Ao mesmo tempo, a polícia está reprimindo os manifestantes mais brutalmente. Praticamente todas as semanas há uma batalha de rua no Rio de Janeiro entre manifestantes e policiais, que respondem com bombas de gás lacrimogêneo e violência aparentemente excessiva, mesmo contra transeuntes. “A polícia era menos violenta sob a ditadura militar do que sob o governador Cabral”, diz Francisco Carlos Teixeira da Silva, historiador da UFRJ (Universidade Federal do Rio de Janeiro).

Especialistas em segurança têm reivindicado há anos uma ampla reforma na polícia --acima de tudo, que as forças de segurança sejam suficientemente desmilitarizadas. Até agora, as polícias estaduais são organizadas pelos militares, e um esprit de corps governa suas fileiras, como acontece dentro das forças armadas.

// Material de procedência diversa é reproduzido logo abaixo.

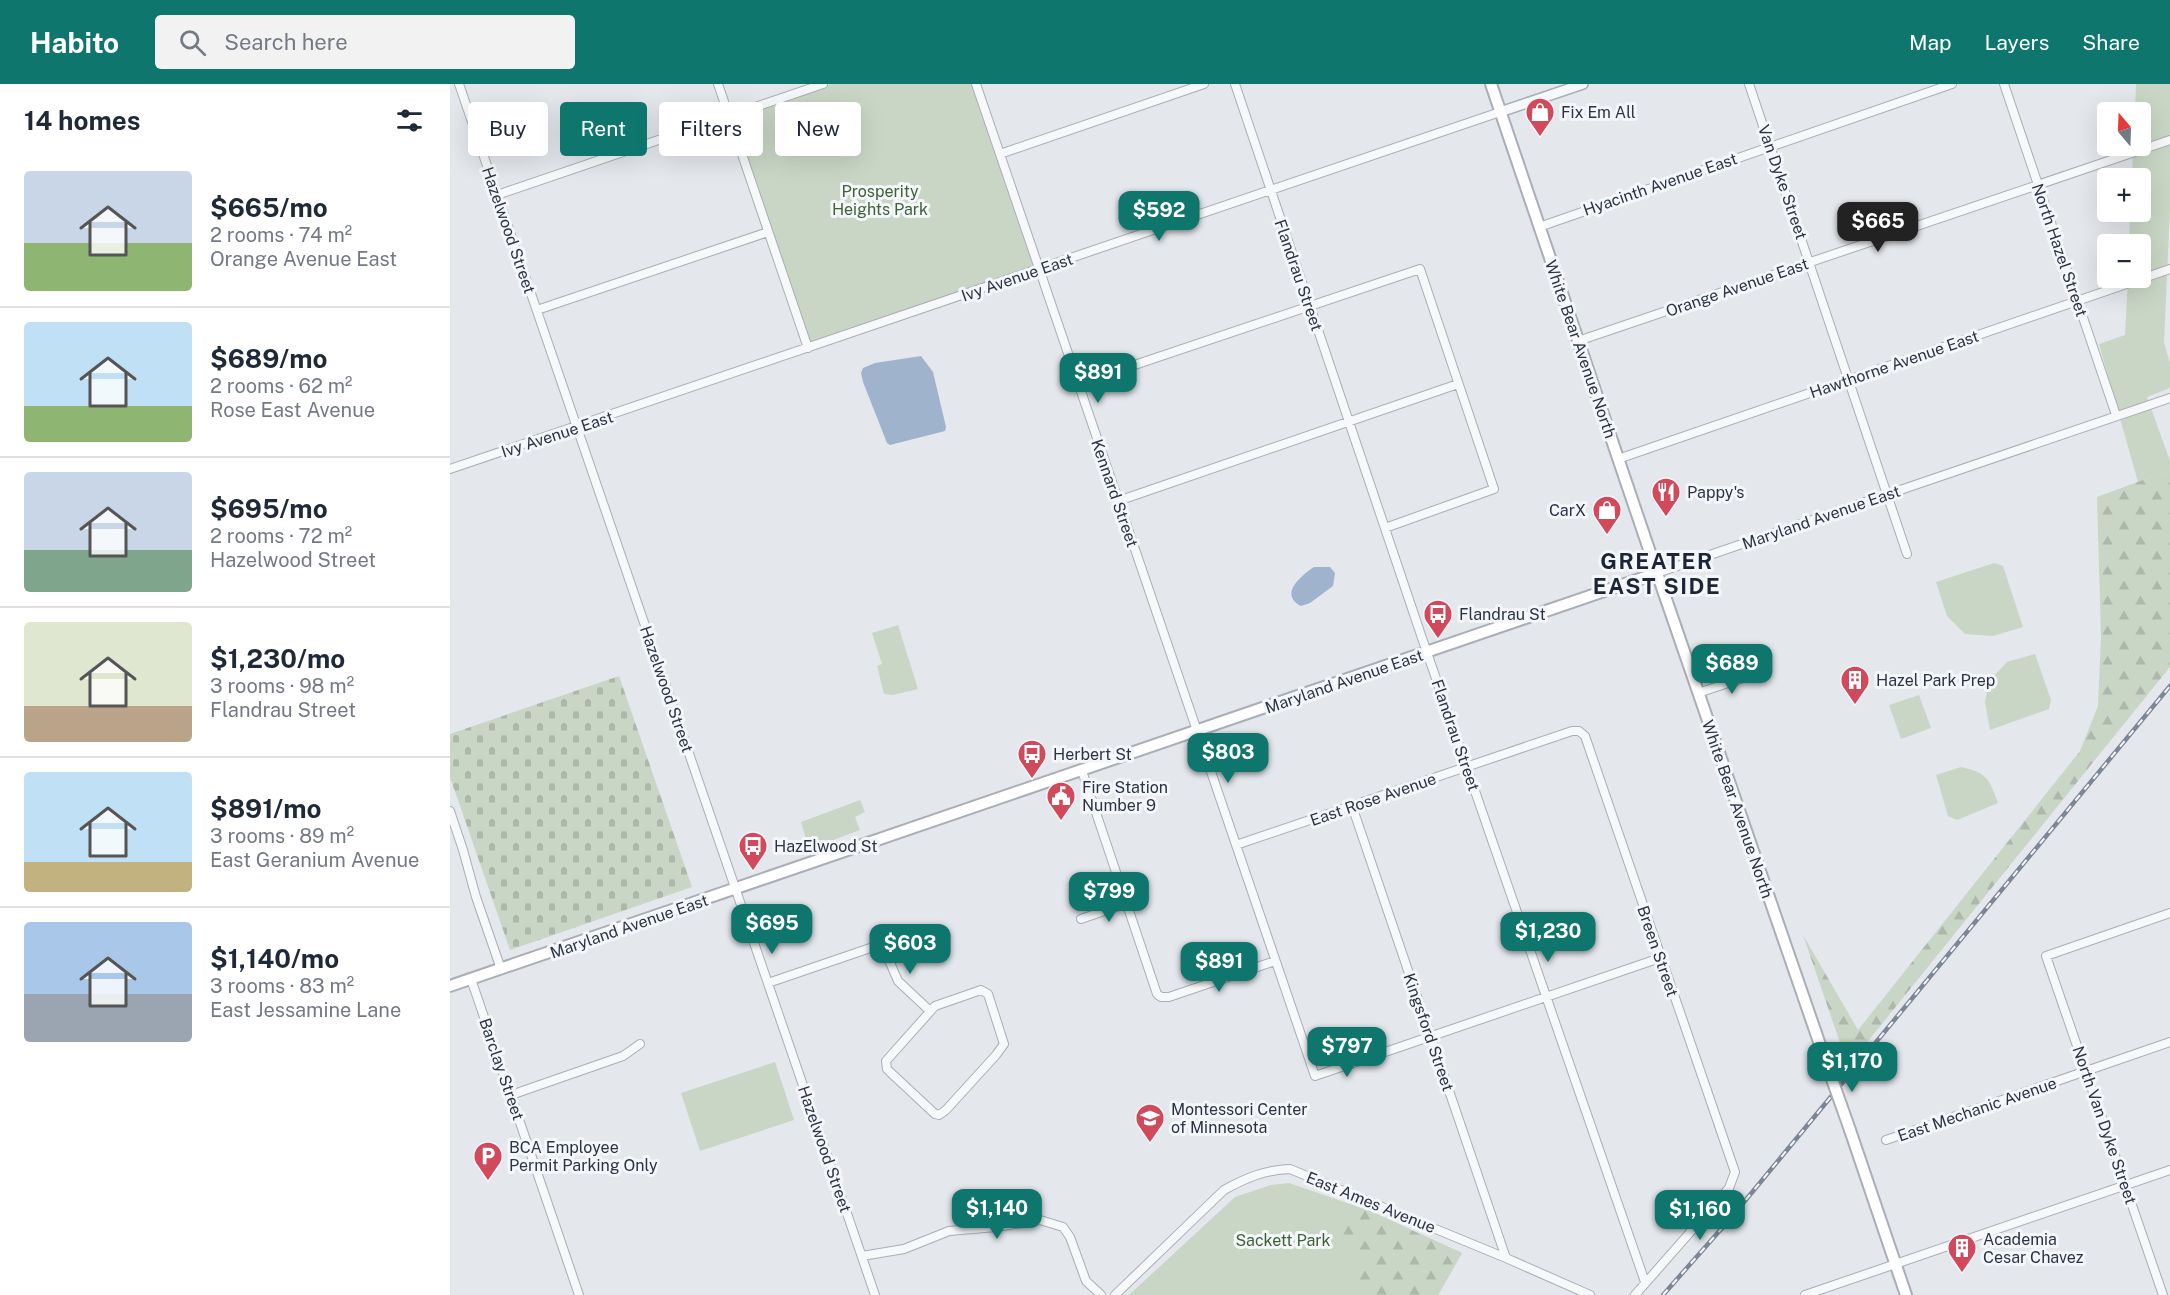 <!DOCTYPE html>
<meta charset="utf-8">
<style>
:root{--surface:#fff;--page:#f2f2f3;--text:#1f2937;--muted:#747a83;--line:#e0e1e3;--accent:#0f766e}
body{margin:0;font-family:"Public Sans",sans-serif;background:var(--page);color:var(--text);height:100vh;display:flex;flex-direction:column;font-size:22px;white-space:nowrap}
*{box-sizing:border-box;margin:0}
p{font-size:20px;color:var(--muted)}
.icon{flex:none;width:33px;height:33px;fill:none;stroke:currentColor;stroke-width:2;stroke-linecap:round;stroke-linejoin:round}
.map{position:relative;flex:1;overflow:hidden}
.drawer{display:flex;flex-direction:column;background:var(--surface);width:450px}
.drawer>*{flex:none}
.hud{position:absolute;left:18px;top:18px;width:570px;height:54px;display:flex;gap:12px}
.needle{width:39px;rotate:341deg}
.buttons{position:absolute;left:1647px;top:18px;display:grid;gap:12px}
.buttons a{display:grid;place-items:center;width:54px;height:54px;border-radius:6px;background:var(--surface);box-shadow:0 6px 24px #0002;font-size:30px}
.price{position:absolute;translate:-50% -51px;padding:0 14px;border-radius:12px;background:var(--accent);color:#fff;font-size:20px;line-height:39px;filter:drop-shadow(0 2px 3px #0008)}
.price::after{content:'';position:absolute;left:50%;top:36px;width:18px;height:14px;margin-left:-9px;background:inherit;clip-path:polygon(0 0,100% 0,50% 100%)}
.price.current{background:#222;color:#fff}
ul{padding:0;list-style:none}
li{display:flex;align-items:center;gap:18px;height:150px;padding:0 24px}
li+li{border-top:2px solid var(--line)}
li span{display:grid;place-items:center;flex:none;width:168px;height:120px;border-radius:6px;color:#555}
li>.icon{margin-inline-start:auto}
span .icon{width:72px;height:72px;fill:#fffc;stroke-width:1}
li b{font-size:26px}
h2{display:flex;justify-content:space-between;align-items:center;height:72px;padding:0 24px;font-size:26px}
.chip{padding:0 21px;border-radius:6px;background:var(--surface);box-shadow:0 6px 24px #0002;font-size:21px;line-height:54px}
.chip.current{background:var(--accent);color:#fff}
header{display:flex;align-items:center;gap:36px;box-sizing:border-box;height:84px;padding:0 30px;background:var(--accent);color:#fff}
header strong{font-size:28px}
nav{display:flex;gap:33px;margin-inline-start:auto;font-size:21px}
.search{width:420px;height:54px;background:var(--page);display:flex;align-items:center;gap:15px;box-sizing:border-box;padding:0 21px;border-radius:6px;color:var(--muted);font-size:22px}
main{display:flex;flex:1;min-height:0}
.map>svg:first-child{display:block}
.green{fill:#c9d6c5}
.forest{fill:url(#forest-firs)}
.cemetery{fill:url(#cemetery-stones)}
.water{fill:#9fb4cc}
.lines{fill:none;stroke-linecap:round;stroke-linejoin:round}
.minor-casing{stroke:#a9aeb7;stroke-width:10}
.tertiary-casing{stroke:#a9aeb7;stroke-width:12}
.secondary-casing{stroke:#a9aeb7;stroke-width:14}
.minor{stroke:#f7f8fa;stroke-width:8}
.tertiary{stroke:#f7f8fa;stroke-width:9}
.secondary{stroke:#fff;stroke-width:10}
.rail-casing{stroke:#7d8696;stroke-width:4.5}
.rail{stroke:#f4f6f9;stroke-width:2;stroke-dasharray:7;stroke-linecap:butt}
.secondary-bridge-casing{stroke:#a9aeb7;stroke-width:14;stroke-linecap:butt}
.secondary-bridge{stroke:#fff;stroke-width:10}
.labels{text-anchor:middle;stroke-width:6;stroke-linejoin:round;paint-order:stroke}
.poi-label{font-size:16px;fill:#2b3445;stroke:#f4f6f9;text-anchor:start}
.street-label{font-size:16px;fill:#2b3445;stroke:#f4f6f9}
.park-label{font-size:16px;fill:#3f6138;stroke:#f4f6f9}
.district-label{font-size:22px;font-weight:bold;letter-spacing:1.5px;fill:#1d2536;stroke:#f4f6f9}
</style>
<header>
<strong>Habito</strong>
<div class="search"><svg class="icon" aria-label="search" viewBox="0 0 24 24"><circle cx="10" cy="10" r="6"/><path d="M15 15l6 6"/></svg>Search here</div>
<nav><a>Map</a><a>Layers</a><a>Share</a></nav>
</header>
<main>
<section class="drawer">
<h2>14 homes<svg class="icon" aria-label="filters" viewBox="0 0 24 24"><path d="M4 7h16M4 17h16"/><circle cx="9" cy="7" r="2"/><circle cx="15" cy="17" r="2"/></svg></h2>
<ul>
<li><span style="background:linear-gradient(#c9d6e8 60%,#8fb573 0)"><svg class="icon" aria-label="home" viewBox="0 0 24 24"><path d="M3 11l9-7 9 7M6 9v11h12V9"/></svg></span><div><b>$665/mo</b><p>2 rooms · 74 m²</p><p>Orange Avenue East</p></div></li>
<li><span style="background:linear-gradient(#bfe0f5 70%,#8fb573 0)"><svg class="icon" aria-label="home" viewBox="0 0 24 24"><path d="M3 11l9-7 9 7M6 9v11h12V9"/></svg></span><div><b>$689/mo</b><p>2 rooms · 62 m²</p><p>Rose East Avenue</p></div></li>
<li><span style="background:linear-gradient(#c9d6e8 65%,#7fa58c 0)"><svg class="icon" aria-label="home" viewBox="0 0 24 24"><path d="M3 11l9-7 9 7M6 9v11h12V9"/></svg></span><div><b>$695/mo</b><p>2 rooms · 72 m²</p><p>Hazelwood Street</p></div></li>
<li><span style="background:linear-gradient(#dfe7d0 70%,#b9a48a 0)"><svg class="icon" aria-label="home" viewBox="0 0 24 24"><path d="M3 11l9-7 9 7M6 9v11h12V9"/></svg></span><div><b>$1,230/mo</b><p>3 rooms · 98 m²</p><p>Flandrau Street</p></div></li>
<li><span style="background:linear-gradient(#bfe0f5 75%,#c2b280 0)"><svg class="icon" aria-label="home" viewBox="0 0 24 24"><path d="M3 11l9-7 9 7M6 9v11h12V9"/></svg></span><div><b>$891/mo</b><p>3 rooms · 89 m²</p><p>East Geranium Avenue</p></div></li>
<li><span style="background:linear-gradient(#a9c7e8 60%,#9aa5b1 0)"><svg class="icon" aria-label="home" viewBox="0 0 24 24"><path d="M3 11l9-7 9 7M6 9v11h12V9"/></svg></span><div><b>$1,140/mo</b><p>3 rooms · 83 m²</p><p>East Jessamine Lane</p></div></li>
</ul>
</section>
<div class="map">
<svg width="1720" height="1211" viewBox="0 0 1720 1211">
<defs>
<pattern id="forest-firs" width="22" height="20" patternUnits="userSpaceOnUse" patternTransform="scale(1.5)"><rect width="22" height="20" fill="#c9d6c5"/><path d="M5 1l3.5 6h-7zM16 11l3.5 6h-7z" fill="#adb8ab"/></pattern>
<pattern id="cemetery-stones" width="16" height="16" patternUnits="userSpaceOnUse" patternTransform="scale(1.5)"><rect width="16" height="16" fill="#c9d6c5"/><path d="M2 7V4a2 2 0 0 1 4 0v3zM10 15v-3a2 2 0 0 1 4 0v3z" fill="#adb8ab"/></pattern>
</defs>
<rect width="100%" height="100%" fill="#e4e7ec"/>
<path class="green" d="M380,0h146l63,186 -231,78 -79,-232z
M1686,0h34v125l-6,134 6,20v25l-23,9 23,64v9l-32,12 -39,-138 26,-9 3,-57h12v-34h-11l1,-32h10v-34h-8l1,-32h7v-34h-5z
M1544,479l9,3 20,61 -30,9 -28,-2 -18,-18 -11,-34z
M448,541l20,64 -25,6 -9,-1 -7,-28 5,-2 -10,-31z
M1585,570l16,46 -2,9 -59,21 -5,-28 4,-21 18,-19z
M1469,611l12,33 -30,11 -12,-34z
M1511,683c27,6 28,12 37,36l-41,17 -9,-4 -12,-41z
M410,716l5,12 -10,5 5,13 -51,19 -8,-27z
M325,978l19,58 -94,31 -19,-58z
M839,1099l84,29 89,41 -24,42h-309l106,-98 36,-12z"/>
<path class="forest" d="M1720,386v197l-322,399 -45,-131 55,95 222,-279 18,-45 3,-70 -4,-139z
M914,1125l98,44 -24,42h-79c-3,-22 -2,-42 -23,-55 -1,-20 12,-25 28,-31z"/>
<path class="cemetery" d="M169,592l73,211 -182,63 -60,-173v-43z"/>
<path class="water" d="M471,272l12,16 13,55 -1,4 -55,14 -3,-2 -24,-61 -2,-9 2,-5 12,-5z
M864,483h16l5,6 -2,13 -23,17 -9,3c-23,-12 1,-31 13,-39z"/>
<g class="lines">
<g class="minor-casing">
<path id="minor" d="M9,0l416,1211
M268,0l90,264
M526,0l339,992 345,-118
M785,0l187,554 223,644
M1299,0l158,470
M1554,0l112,331
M550,70l204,-70
M47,111l326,-111
M1089,143l413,-143
M87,226l231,-78
M1128,257l592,-201
M628,300l342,-115 74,220 -109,39
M1168,375l552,-190
M0,385l1050,-357
M668,417l340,-117
M1207,489l513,-175
M1248,609l60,-20
M632,687l75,223 4,3h8l106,-36
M902,722l154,452
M0,727l13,39 13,47 25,72
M786,761l336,-114h7l6,5 150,436 -6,16 -94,107
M631,835l46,-16
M21,895l108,316
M318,899l114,-39 16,37 32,30
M531,906l7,4 16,50 -8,11 -50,55 -7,5 -4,-1 -45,-42 -3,-3 -1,-8 49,-55z
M61,1011l112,-39 17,-12
M1436,1056l284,-98
M412,1172l42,-7 45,-18 47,-4 44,-7 23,7 7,10 16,44 15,14
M665,1211l109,-105c22,-12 40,-20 66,-21l216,89 84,37
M1355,1211l365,-125
M1713,1211l-117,-339 124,-43"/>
</g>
<g class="tertiary-casing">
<path id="tertiary" d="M1050,28l83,-28"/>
</g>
<g class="secondary-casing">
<path id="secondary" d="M1041,0l166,489 170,492
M0,902l1207,-413
M1400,1046l56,165"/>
</g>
<use href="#minor" class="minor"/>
<use href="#tertiary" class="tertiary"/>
<use href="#secondary" class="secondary"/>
<g class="rail-casing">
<path id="rail" d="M1213,1211l67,-76 440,-533"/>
</g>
<use href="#rail" class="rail"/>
<g class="secondary-bridge-casing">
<path id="secondary-bridge" d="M1377,981l23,65"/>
</g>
<use href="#secondary-bridge" class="secondary-bridge"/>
</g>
<defs>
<g id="shop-pin" transform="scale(1.5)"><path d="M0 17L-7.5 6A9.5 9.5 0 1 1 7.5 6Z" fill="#d1495b" stroke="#f4f6f9"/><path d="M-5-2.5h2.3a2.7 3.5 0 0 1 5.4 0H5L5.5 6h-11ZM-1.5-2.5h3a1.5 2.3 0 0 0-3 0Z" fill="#fff"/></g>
<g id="restaurant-pin" transform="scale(1.5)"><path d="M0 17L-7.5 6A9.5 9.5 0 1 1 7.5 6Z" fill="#d1495b" stroke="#f4f6f9"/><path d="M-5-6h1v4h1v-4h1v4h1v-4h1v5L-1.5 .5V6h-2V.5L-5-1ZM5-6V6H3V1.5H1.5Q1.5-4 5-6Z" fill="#fff"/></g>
<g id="bus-pin" transform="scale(1.5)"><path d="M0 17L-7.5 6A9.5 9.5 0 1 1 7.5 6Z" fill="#d1495b" stroke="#f4f6f9"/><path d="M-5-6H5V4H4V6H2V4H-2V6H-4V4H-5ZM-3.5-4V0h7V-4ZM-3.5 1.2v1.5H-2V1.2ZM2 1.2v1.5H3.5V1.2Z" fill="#fff"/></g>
<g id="building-pin" transform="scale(1.5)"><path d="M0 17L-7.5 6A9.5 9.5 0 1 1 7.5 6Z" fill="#d1495b" stroke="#f4f6f9"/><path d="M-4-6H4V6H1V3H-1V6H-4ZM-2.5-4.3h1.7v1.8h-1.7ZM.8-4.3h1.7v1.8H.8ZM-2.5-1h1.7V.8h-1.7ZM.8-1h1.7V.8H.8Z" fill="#fff"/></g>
<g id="civic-pin" transform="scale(1.5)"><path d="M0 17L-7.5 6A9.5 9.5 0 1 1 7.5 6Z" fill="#d1495b" stroke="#f4f6f9"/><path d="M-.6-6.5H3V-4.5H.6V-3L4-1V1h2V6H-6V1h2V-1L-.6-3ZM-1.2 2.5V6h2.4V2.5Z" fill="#fff"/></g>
<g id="school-pin" transform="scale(1.5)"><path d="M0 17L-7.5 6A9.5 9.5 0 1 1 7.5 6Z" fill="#d1495b" stroke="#f4f6f9"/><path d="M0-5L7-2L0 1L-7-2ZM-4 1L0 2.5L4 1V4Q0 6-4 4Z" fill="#fff"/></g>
<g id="parking-pin" transform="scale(1.5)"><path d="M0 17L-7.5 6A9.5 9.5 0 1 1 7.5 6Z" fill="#d1495b" stroke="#f4f6f9"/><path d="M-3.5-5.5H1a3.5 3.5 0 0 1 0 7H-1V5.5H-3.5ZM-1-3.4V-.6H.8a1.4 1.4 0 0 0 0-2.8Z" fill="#fff"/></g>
</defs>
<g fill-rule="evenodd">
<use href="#shop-pin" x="1090" y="28"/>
<use href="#restaurant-pin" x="1216" y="408"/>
<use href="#shop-pin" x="1157" y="426"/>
<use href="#bus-pin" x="988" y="530"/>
<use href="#building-pin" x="1405" y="596"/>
<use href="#bus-pin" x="582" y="670"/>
<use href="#civic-pin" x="611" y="712"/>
<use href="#bus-pin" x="303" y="762"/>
<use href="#school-pin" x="700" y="1034"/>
<use href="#parking-pin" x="38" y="1072"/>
<use href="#building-pin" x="1512" y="1164"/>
</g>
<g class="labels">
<g class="poi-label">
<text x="1111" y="34">Fix Em All</text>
<text x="1237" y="414">Pappy's</text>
<text x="1136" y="432" text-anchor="end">CarX</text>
<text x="1009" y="536">Flandrau St</text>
<text x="1426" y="602">Hazel Park Prep</text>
<text x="603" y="676">Herbert St</text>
<text x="632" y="709">Fire Station<tspan x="632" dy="18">Number 9</tspan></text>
<text x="324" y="768">HazElwood St</text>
<text x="721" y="1031">Montessori Center<tspan x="721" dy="18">of Minnesota</tspan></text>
<text x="59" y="1069">BCA Employee<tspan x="59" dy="18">Permit Parking Only</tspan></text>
<text x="1533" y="1161">Academia<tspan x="1533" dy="18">Cesar Chavez</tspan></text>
</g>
<g class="street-label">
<text transform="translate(1333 98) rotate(71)" y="6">Van Dyke Street</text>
<text transform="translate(1210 100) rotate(-19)" y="6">Hyacinth Avenue East</text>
<text transform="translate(59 146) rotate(71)" y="6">Hazelwood Street</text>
<text transform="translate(1610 166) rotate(71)" y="6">North Hazel Street</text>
<text transform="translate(849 191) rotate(71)" y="6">Flandrau Street</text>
<text transform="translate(567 193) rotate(-19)" y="6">Ivy Avenue East</text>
<text transform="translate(1287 203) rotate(-19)" y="6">Orange Avenue East</text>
<text transform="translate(1131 265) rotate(71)" y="6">White Bear Avenue North</text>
<text transform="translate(1444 280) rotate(-19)" y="6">Hawthorne Avenue East</text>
<text transform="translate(107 350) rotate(-18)" y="6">Ivy Avenue East</text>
<text transform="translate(665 409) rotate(71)" y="6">Kennard Street</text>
<text transform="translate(1371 433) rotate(-19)" y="6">Maryland Avenue East</text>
<text transform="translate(894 597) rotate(-19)" y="6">Maryland Avenue East</text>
<text transform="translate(217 605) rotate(71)" y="6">Hazelwood Street</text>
<text transform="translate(1006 651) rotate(71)" y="6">Flandrau Street</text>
<text transform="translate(923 715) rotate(-19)" y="6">East Rose Avenue</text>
<text transform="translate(1288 725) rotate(71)" y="6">White Bear Avenue North</text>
<text transform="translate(179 842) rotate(-19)" y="6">Maryland Avenue East</text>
<text transform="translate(1208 867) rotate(71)" y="6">Breen Street</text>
<text transform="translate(979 948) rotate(71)" y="6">Kingsford Street</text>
<text transform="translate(52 985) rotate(71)" y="6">Barclay Street</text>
<text transform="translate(1527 1025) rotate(-19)" y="6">East Mechanic Avenue</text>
<text transform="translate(1655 1041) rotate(71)" y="6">North Van Dyke Street</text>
<text transform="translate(375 1065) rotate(71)" y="6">Hazelwood Street</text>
<text transform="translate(921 1118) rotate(22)" y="6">East Ames Avenue</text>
</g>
<g class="park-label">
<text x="430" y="113">Prosperity<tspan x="430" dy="18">Heights Park</tspan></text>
<text x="833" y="1162">Sackett Park</text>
</g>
<g class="district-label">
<text x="1207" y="485">GREATER<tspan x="1207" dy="25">EAST SIDE</tspan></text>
</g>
</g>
</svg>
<div class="buttons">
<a><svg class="needle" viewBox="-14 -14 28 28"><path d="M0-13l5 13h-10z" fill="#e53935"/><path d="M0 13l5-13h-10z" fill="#747a83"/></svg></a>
<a>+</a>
<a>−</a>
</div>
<b class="price" style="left:709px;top:158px">$592</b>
<b class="price current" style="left:1428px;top:169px">$665</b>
<b class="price" style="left:648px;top:320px">$891</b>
<b class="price" style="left:1282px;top:611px">$689</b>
<b class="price" style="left:778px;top:700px">$803</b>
<b class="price" style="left:659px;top:839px">$799</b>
<b class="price" style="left:322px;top:871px">$695</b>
<b class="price" style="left:1098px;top:879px">$1,230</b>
<b class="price" style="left:460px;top:891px">$603</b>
<b class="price" style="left:769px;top:909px">$891</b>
<b class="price" style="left:897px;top:994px">$797</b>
<b class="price" style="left:1402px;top:1009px">$1,170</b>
<b class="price" style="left:547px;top:1156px">$1,140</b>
<b class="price" style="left:1250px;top:1157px">$1,160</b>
<div class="hud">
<a class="chip">Buy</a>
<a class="chip current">Rent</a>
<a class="chip">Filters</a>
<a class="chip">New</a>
</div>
</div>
</main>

Muitos crimes cometidos pela polícia permanecem impunes.

Na Rocinha, o secretário de Segurança Beltrame está começando a tomar medidas sobre o escândalo envolvendo tortura e assassinato pela polícia. Ele substituiu o comandante da UPP com Priscilla de Oliveira Azevedo, que liderou com sucesso a primeira UPP da cidade. Agora, ela enfrenta um duplo desafio: precisa evitar a entrada dos traficantes de drogas, mas também obrigar seus colegas machistas a se comportarem de maneira civilizada.